What to know: Botanist Anna Atkins (1799-1871) documented hundreds of plants using cyanotype, a photographic method that, by exposing paper coated with a solution of iron salts to light, creates images of ghostly relief against a field of Prussian blue. This page — delicately illuminating the common poppy, or papaver rhoeas — comes from an unpublished album of 74 cyanotypes Atkins created with her childhood friend Anne Dixon (1799-1864).

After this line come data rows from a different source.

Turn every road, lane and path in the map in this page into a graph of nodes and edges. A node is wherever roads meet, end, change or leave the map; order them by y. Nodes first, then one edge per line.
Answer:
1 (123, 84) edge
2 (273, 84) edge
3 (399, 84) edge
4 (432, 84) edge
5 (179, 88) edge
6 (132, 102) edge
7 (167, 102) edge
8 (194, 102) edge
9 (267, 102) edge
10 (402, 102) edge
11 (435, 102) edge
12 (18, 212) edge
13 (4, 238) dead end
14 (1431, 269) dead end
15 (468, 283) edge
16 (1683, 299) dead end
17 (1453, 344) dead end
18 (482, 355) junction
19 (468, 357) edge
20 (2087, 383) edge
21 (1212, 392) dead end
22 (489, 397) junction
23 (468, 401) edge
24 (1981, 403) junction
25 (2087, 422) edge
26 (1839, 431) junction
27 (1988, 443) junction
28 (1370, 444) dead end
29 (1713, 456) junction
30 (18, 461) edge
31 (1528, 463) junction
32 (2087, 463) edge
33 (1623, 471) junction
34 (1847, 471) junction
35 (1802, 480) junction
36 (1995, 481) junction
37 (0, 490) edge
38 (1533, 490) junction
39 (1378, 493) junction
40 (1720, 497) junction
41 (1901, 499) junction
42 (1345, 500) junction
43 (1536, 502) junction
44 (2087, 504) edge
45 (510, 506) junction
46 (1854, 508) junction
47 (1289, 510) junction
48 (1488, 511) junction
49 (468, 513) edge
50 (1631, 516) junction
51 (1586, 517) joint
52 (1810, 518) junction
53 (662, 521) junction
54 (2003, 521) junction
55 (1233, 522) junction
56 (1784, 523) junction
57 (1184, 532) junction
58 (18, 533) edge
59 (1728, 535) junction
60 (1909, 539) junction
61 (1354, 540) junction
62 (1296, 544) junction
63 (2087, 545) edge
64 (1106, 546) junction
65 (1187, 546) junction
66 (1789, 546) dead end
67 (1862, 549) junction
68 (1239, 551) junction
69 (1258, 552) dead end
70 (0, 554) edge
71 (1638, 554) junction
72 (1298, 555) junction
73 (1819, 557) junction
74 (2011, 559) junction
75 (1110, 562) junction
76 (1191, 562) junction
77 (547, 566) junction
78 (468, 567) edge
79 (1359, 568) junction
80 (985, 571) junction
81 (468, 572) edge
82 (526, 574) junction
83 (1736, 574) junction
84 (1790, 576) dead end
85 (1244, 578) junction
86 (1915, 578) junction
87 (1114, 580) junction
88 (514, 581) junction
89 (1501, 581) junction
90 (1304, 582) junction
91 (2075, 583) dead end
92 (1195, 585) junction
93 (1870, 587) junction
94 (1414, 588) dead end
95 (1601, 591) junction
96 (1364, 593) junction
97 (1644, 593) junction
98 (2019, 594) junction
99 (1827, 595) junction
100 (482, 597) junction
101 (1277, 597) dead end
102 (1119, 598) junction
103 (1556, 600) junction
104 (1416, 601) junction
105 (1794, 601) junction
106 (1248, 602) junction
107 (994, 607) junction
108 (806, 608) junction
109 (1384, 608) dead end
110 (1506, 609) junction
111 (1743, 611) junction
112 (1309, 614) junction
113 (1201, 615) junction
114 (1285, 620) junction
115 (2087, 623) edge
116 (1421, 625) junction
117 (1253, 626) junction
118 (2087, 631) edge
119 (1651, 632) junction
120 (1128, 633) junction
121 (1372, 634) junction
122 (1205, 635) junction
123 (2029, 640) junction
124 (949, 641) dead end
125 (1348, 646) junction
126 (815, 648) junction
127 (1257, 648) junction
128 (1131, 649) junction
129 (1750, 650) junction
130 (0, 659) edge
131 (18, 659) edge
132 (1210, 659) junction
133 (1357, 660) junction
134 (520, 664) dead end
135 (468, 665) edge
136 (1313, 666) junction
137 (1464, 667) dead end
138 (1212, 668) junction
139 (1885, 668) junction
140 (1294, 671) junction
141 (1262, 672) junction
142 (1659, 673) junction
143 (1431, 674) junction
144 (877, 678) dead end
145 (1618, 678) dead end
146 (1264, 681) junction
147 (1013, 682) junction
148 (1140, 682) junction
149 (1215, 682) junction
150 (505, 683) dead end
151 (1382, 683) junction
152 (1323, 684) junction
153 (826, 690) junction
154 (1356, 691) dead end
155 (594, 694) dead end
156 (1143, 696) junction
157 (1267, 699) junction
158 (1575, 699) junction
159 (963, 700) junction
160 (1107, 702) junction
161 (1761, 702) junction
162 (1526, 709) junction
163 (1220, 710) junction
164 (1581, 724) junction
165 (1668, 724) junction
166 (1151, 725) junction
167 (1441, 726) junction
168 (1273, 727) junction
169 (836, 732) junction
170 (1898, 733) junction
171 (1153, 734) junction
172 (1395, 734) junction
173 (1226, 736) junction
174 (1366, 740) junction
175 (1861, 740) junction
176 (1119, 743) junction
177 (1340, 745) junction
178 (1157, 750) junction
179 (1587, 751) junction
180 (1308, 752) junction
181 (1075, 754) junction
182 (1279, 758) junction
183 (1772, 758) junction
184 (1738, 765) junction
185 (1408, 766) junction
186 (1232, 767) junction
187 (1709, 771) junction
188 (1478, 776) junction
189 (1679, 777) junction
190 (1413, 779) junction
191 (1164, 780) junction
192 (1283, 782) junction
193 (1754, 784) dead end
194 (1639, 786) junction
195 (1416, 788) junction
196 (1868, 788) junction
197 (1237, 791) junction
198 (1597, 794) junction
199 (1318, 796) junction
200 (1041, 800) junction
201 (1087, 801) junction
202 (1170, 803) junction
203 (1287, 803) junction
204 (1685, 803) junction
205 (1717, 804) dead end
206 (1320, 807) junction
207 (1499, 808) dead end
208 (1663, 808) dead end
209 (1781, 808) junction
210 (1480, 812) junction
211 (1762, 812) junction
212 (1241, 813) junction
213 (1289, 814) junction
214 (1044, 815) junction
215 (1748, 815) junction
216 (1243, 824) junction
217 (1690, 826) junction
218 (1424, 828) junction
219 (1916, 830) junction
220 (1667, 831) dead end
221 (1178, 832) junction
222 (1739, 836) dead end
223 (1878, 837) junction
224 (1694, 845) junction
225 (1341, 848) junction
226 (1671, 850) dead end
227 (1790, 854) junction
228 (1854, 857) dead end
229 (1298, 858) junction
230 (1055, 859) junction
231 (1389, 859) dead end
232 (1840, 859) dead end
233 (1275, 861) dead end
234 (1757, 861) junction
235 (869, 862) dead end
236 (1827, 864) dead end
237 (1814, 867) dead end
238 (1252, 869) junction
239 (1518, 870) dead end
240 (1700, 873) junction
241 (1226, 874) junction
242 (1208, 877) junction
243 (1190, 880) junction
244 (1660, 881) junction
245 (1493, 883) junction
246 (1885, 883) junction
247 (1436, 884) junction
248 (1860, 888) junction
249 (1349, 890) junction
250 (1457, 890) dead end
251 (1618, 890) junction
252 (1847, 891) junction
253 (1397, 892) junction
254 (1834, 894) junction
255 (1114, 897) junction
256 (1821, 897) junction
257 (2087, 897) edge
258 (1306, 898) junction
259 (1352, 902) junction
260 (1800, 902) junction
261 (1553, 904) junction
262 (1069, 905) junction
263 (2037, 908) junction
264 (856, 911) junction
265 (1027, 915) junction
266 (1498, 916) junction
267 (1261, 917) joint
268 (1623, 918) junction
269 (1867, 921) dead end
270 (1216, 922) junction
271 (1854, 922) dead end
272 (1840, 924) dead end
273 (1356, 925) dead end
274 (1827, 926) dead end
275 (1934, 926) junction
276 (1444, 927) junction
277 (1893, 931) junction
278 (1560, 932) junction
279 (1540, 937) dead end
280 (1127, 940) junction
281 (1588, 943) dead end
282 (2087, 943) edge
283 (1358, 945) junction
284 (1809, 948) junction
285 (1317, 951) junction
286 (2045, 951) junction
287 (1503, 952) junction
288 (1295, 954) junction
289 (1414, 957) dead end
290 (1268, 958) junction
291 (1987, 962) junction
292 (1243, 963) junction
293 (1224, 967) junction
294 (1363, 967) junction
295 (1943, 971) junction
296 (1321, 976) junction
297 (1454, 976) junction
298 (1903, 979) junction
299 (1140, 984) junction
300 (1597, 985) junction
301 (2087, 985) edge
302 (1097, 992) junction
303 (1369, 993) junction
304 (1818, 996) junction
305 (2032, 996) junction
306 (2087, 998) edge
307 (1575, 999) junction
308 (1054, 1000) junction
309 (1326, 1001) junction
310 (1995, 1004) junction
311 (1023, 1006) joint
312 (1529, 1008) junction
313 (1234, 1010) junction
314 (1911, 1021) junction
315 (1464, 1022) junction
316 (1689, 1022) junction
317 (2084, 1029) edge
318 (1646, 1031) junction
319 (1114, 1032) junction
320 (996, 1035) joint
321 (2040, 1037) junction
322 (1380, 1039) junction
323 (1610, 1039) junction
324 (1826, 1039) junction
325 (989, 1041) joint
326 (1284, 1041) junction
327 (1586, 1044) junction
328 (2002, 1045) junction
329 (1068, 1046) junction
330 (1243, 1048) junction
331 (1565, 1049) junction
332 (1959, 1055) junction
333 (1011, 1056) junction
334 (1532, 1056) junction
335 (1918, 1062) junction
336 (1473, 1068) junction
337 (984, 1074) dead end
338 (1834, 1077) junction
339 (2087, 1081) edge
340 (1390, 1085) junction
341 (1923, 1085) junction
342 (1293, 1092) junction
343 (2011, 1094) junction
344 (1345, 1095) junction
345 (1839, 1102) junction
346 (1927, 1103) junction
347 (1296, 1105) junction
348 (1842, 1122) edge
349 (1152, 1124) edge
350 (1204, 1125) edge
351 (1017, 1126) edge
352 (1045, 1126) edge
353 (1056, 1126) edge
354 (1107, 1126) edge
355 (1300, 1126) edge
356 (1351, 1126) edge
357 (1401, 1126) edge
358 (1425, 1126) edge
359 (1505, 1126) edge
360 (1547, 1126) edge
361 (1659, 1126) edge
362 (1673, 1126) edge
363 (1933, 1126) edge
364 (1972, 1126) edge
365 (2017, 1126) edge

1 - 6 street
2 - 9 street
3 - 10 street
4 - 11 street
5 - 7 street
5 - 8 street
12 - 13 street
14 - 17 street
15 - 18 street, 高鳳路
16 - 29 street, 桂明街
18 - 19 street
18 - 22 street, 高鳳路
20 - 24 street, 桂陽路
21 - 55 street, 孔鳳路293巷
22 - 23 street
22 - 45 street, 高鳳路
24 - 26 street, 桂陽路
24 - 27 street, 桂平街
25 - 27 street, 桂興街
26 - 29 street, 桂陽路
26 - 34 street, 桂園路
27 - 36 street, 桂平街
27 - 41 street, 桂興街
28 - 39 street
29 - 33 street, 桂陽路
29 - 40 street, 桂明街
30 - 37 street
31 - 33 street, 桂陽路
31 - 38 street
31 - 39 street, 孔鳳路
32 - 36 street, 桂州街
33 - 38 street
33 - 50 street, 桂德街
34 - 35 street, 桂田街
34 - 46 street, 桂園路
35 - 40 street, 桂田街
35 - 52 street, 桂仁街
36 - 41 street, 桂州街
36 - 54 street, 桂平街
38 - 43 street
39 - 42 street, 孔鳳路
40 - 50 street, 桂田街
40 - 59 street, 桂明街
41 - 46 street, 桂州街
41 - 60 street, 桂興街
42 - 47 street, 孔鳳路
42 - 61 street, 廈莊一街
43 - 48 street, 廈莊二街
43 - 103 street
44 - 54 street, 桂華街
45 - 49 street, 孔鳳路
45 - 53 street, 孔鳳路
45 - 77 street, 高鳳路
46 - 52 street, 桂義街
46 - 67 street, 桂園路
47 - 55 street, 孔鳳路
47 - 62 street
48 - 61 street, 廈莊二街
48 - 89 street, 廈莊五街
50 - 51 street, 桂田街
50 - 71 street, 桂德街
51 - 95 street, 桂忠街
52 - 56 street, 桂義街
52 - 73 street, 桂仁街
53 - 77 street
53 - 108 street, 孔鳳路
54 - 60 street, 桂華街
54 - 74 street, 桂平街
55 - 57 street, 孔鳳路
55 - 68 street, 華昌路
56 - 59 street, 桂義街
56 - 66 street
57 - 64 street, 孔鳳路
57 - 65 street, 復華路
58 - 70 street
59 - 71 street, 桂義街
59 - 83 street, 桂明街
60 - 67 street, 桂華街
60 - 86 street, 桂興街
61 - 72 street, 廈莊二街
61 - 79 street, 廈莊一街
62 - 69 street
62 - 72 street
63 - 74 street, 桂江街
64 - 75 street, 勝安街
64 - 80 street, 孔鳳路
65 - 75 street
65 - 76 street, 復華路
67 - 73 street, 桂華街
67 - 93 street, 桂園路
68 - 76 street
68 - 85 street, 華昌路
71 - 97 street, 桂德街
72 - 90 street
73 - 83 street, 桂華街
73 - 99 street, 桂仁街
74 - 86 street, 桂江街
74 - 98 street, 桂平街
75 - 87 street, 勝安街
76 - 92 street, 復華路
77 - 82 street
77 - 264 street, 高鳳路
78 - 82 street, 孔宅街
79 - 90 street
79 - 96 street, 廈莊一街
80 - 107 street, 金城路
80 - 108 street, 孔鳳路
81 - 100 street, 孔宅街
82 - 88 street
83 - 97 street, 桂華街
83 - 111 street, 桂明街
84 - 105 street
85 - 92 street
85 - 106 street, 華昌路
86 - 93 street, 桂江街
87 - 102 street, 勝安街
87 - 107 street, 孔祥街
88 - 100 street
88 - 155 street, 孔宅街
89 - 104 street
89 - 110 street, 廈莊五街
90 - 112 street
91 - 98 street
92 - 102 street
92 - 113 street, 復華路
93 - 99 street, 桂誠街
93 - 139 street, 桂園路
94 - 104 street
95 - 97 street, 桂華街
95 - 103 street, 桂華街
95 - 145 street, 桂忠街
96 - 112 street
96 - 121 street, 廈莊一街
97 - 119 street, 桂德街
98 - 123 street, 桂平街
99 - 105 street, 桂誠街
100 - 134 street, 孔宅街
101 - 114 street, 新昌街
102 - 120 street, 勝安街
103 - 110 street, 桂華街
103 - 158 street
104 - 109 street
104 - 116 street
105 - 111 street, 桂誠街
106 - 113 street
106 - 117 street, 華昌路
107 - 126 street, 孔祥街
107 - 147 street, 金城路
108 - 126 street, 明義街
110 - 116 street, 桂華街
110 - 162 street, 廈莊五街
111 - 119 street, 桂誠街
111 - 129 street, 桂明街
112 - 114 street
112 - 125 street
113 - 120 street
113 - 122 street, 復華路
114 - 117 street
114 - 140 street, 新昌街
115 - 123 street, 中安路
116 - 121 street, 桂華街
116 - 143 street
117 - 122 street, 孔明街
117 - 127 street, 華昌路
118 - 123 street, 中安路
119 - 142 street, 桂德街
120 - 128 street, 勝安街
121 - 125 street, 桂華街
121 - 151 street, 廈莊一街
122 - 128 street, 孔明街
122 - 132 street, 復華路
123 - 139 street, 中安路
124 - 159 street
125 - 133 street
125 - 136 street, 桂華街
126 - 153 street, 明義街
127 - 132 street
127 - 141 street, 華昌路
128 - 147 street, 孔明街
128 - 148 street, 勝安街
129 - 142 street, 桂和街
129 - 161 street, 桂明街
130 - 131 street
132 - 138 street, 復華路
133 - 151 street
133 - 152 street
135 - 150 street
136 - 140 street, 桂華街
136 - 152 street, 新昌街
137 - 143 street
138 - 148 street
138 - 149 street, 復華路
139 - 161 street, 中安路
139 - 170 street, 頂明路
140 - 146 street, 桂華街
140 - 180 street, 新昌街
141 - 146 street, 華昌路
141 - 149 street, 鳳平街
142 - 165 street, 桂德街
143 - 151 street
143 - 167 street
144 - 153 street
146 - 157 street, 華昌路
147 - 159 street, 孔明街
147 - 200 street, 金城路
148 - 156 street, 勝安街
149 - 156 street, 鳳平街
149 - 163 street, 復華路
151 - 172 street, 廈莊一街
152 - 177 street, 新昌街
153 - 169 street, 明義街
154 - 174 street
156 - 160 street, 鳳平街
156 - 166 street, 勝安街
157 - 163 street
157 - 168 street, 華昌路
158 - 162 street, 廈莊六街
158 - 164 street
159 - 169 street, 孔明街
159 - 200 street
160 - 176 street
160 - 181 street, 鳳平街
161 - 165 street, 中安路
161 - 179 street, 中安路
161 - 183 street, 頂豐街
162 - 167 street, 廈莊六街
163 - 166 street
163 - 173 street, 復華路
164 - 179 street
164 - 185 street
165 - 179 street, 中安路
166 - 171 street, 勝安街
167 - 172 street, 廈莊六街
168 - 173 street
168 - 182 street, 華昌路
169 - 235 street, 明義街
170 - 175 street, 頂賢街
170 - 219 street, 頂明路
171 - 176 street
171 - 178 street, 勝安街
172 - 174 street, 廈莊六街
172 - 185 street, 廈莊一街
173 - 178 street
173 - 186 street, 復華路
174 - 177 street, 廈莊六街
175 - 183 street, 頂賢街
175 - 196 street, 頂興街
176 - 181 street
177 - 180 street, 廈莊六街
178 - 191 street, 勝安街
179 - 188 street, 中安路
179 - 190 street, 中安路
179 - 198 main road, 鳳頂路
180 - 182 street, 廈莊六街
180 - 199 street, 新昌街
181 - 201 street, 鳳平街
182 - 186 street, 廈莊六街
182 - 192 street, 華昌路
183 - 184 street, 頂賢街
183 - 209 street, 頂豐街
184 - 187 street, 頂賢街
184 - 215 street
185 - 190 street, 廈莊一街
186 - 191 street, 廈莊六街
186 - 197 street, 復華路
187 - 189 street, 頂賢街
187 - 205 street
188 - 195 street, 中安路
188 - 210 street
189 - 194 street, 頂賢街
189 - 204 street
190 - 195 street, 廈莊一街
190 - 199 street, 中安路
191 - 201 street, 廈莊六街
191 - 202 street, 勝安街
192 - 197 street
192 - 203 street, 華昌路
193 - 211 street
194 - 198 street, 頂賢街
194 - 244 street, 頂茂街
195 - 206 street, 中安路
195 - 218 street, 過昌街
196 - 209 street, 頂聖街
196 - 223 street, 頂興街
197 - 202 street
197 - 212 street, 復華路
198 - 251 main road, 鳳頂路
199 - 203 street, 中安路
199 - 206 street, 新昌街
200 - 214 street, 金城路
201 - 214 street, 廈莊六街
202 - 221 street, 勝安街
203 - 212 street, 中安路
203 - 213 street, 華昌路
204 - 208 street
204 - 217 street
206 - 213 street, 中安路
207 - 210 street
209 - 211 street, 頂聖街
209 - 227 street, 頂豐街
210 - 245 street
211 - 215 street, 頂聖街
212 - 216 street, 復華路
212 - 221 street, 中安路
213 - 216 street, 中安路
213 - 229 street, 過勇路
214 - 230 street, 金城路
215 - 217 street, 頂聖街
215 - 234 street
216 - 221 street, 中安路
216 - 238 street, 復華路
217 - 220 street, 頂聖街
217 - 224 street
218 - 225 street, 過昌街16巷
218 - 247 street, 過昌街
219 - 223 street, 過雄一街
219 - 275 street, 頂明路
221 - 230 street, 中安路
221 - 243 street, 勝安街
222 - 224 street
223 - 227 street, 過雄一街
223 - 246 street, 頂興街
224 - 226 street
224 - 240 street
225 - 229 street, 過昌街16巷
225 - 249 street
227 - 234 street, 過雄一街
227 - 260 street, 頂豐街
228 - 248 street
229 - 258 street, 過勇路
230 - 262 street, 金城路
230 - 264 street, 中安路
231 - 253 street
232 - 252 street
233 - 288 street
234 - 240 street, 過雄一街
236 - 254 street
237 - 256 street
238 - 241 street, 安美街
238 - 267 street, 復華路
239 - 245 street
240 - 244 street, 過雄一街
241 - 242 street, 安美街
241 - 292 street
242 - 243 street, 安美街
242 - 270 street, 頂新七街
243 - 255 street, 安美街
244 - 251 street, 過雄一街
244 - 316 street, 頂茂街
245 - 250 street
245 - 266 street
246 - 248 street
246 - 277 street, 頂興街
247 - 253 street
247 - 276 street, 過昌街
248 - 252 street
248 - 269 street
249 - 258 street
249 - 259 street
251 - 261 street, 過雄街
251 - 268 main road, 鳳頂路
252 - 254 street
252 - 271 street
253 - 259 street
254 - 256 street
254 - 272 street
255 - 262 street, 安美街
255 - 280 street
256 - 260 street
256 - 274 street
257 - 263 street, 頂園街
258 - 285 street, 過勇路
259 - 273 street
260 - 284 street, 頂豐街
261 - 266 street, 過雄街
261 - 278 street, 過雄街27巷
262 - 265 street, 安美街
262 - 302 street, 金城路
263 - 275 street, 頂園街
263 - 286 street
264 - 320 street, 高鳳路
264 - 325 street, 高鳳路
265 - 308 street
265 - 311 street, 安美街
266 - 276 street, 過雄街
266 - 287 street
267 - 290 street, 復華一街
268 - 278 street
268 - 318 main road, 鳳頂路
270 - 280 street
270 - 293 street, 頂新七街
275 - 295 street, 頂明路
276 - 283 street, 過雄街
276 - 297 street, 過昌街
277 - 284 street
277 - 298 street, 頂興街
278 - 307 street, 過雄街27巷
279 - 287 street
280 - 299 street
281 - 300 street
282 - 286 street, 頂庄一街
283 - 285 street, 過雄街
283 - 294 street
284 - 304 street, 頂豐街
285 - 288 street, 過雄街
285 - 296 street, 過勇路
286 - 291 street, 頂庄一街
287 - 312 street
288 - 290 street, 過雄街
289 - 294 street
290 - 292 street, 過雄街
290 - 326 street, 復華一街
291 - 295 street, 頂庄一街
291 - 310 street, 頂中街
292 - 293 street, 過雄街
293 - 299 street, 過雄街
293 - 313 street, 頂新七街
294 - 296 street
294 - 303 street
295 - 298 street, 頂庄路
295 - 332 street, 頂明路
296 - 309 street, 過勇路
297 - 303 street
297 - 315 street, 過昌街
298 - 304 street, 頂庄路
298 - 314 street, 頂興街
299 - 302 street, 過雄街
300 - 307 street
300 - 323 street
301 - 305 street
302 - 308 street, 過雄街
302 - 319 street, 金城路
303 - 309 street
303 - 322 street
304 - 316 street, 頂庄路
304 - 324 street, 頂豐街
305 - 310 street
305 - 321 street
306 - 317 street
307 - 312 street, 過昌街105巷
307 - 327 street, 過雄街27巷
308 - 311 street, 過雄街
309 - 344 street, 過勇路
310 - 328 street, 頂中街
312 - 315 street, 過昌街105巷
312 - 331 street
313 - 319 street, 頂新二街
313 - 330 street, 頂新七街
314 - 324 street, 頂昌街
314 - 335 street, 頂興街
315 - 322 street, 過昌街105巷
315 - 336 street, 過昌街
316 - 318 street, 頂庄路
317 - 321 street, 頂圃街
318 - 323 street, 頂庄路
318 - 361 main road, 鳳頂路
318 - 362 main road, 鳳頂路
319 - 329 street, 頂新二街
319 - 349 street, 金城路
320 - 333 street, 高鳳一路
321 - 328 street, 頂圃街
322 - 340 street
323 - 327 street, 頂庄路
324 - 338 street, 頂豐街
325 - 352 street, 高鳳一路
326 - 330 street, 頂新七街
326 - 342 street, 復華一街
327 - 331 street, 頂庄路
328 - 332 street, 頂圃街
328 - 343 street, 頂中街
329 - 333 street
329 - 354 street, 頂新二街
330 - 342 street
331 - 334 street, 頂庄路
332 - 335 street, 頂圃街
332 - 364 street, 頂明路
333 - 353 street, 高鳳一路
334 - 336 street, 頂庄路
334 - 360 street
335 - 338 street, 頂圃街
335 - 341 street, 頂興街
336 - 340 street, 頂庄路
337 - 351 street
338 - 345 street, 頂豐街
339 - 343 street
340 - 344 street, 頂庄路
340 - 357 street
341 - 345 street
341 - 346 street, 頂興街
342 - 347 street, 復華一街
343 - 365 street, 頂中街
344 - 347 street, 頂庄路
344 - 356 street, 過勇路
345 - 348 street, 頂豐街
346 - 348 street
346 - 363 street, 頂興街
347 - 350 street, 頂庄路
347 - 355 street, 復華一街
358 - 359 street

The album turns a variety of objects such as lace, algae, and peacock feathers into ethereal photograms that blend scientific illustration with artistic exploration.

Cyanotype of poppies
Image courtesy of the Beinecke Rare Book and Manuscript Library

From an expert: “When Atkins and Dixon were creating these cyanotypes, the technology was new, and no camera was necessary,” says Shannon K. Supple, a curator in Yale Library Special Collections. “Cyanotypes allow for thoughtful captures of shape and density, but not necessarily color and texture. The assemblage of simplified shapes is the gentlest riot, offering us a space for contemplation and possibility. In the case of the papaver rhoeas, the lack of bright red in the petals, which are thin enough in the image to see through, can make the plant itself seem less familiar. What a strange poppy!”

In history: Atkins’ Photographs of British Algae: Cyanotype Impressions was the first book to be illustrated with photographs. The first volume was published in 1843, just one year after the cyanotype process was invented by Sir John Herschel; two more volumes were eventually produced.